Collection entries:
****
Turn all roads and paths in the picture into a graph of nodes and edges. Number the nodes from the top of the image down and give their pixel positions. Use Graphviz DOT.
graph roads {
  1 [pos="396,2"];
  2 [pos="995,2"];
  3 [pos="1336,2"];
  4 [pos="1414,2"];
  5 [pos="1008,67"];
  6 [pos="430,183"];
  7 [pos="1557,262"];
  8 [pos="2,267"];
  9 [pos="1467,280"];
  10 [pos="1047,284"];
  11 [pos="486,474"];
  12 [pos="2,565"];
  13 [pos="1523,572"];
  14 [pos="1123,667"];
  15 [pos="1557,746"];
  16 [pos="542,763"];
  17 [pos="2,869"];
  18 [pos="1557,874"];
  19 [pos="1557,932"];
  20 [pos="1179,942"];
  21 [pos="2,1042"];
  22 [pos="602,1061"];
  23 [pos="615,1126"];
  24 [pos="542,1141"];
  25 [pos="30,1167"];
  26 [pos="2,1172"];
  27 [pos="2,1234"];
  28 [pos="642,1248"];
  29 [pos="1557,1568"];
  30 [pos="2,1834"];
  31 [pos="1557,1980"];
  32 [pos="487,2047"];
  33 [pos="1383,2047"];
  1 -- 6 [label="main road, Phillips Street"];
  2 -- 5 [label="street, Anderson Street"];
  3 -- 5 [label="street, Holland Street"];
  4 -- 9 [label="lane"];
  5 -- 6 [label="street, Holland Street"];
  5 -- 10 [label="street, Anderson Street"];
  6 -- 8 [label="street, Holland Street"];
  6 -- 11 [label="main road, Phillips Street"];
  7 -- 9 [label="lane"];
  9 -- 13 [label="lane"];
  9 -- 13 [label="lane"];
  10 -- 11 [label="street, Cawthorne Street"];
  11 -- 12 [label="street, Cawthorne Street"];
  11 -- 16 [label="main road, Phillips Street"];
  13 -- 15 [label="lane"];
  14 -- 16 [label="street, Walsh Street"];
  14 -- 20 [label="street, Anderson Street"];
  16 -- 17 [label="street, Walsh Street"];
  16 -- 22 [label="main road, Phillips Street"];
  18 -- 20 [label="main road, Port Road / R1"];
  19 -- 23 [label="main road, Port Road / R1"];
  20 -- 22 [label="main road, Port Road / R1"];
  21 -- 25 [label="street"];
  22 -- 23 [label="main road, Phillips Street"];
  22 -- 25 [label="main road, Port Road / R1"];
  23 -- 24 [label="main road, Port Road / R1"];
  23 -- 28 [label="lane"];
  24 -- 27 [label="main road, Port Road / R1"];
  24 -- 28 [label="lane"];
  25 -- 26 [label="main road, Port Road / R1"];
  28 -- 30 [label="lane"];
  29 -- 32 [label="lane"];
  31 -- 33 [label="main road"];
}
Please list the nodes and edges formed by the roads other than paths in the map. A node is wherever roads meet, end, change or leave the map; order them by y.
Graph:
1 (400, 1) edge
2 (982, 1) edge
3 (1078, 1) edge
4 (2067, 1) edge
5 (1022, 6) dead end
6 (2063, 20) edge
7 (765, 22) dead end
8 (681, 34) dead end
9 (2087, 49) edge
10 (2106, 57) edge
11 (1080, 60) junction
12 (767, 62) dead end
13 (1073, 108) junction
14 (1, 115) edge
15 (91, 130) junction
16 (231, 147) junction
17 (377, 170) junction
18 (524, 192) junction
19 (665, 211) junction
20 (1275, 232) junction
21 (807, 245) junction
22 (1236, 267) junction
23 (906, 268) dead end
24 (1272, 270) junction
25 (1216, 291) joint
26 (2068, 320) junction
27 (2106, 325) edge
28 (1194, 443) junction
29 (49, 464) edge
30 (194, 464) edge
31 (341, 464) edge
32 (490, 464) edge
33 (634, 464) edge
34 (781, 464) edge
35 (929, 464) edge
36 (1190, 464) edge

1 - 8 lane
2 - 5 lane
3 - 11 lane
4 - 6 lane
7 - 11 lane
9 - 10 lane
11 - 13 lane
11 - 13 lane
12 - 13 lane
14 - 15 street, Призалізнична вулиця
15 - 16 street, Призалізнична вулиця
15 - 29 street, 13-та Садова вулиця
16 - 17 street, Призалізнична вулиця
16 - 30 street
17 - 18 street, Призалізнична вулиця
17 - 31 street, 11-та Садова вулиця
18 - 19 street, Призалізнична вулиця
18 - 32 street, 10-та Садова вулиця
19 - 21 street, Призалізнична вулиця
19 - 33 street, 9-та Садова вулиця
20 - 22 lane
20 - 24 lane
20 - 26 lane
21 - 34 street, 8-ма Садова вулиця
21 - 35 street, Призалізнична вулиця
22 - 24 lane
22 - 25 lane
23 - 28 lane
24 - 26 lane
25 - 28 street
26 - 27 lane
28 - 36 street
****
= WHAT YOU ARE ASKED TO DO =
Please give every entry again, precisely as it appears.

= RESPONSE AREA =
Turn all roads and paths in the picture into a graph of nodes and edges. Number the nodes from the top of the image down and give their pixel positions. Use Graphviz DOT.
graph roads {
  1 [pos="396,2"];
  2 [pos="995,2"];
  3 [pos="1336,2"];
  4 [pos="1414,2"];
  5 [pos="1008,67"];
  6 [pos="430,183"];
  7 [pos="1557,262"];
  8 [pos="2,267"];
  9 [pos="1467,280"];
  10 [pos="1047,284"];
  11 [pos="486,474"];
  12 [pos="2,565"];
  13 [pos="1523,572"];
  14 [pos="1123,667"];
  15 [pos="1557,746"];
  16 [pos="542,763"];
  17 [pos="2,869"];
  18 [pos="1557,874"];
  19 [pos="1557,932"];
  20 [pos="1179,942"];
  21 [pos="2,1042"];
  22 [pos="602,1061"];
  23 [pos="615,1126"];
  24 [pos="542,1141"];
  25 [pos="30,1167"];
  26 [pos="2,1172"];
  27 [pos="2,1234"];
  28 [pos="642,1248"];
  29 [pos="1557,1568"];
  30 [pos="2,1834"];
  31 [pos="1557,1980"];
  32 [pos="487,2047"];
  33 [pos="1383,2047"];
  1 -- 6 [label="main road, Phillips Street"];
  2 -- 5 [label="street, Anderson Street"];
  3 -- 5 [label="street, Holland Street"];
  4 -- 9 [label="lane"];
  5 -- 6 [label="street, Holland Street"];
  5 -- 10 [label="street, Anderson Street"];
  6 -- 8 [label="street, Holland Street"];
  6 -- 11 [label="main road, Phillips Street"];
  7 -- 9 [label="lane"];
  9 -- 13 [label="lane"];
  9 -- 13 [label="lane"];
  10 -- 11 [label="street, Cawthorne Street"];
  11 -- 12 [label="street, Cawthorne Street"];
  11 -- 16 [label="main road, Phillips Street"];
  13 -- 15 [label="lane"];
  14 -- 16 [label="street, Walsh Street"];
  14 -- 20 [label="street, Anderson Street"];
  16 -- 17 [label="street, Walsh Street"];
  16 -- 22 [label="main road, Phillips Street"];
  18 -- 20 [label="main road, Port Road / R1"];
  19 -- 23 [label="main road, Port Road / R1"];
  20 -- 22 [label="main road, Port Road / R1"];
  21 -- 25 [label="street"];
  22 -- 23 [label="main road, Phillips Street"];
  22 -- 25 [label="main road, Port Road / R1"];
  23 -- 24 [label="main road, Port Road / R1"];
  23 -- 28 [label="lane"];
  24 -- 27 [label="main road, Port Road / R1"];
  24 -- 28 [label="lane"];
  25 -- 26 [label="main road, Port Road / R1"];
  28 -- 30 [label="lane"];
  29 -- 32 [label="lane"];
  31 -- 33 [label="main road"];
}
Please list the nodes and edges formed by the roads other than paths in the map. A node is wherever roads meet, end, change or leave the map; order them by y.
Graph:
1 (400, 1) edge
2 (982, 1) edge
3 (1078, 1) edge
4 (2067, 1) edge
5 (1022, 6) dead end
6 (2063, 20) edge
7 (765, 22) dead end
8 (681, 34) dead end
9 (2087, 49) edge
10 (2106, 57) edge
11 (1080, 60) junction
12 (767, 62) dead end
13 (1073, 108) junction
14 (1, 115) edge
15 (91, 130) junction
16 (231, 147) junction
17 (377, 170) junction
18 (524, 192) junction
19 (665, 211) junction
20 (1275, 232) junction
21 (807, 245) junction
22 (1236, 267) junction
23 (906, 268) dead end
24 (1272, 270) junction
25 (1216, 291) joint
26 (2068, 320) junction
27 (2106, 325) edge
28 (1194, 443) junction
29 (49, 464) edge
30 (194, 464) edge
31 (341, 464) edge
32 (490, 464) edge
33 (634, 464) edge
34 (781, 464) edge
35 (929, 464) edge
36 (1190, 464) edge

1 - 8 lane
2 - 5 lane
3 - 11 lane
4 - 6 lane
7 - 11 lane
9 - 10 lane
11 - 13 lane
11 - 13 lane
12 - 13 lane
14 - 15 street, Призалізнична вулиця
15 - 16 street, Призалізнична вулиця
15 - 29 street, 13-та Садова вулиця
16 - 17 street, Призалізнична вулиця
16 - 30 street
17 - 18 street, Призалізнична вулиця
17 - 31 street, 11-та Садова вулиця
18 - 19 street, Призалізнична вулиця
18 - 32 street, 10-та Садова вулиця
19 - 21 street, Призалізнична вулиця
19 - 33 street, 9-та Садова вулиця
20 - 22 lane
20 - 24 lane
20 - 26 lane
21 - 34 street, 8-ма Садова вулиця
21 - 35 street, Призалізнична вулиця
22 - 24 lane
22 - 25 lane
23 - 28 lane
24 - 26 lane
25 - 28 street
26 - 27 lane
28 - 36 street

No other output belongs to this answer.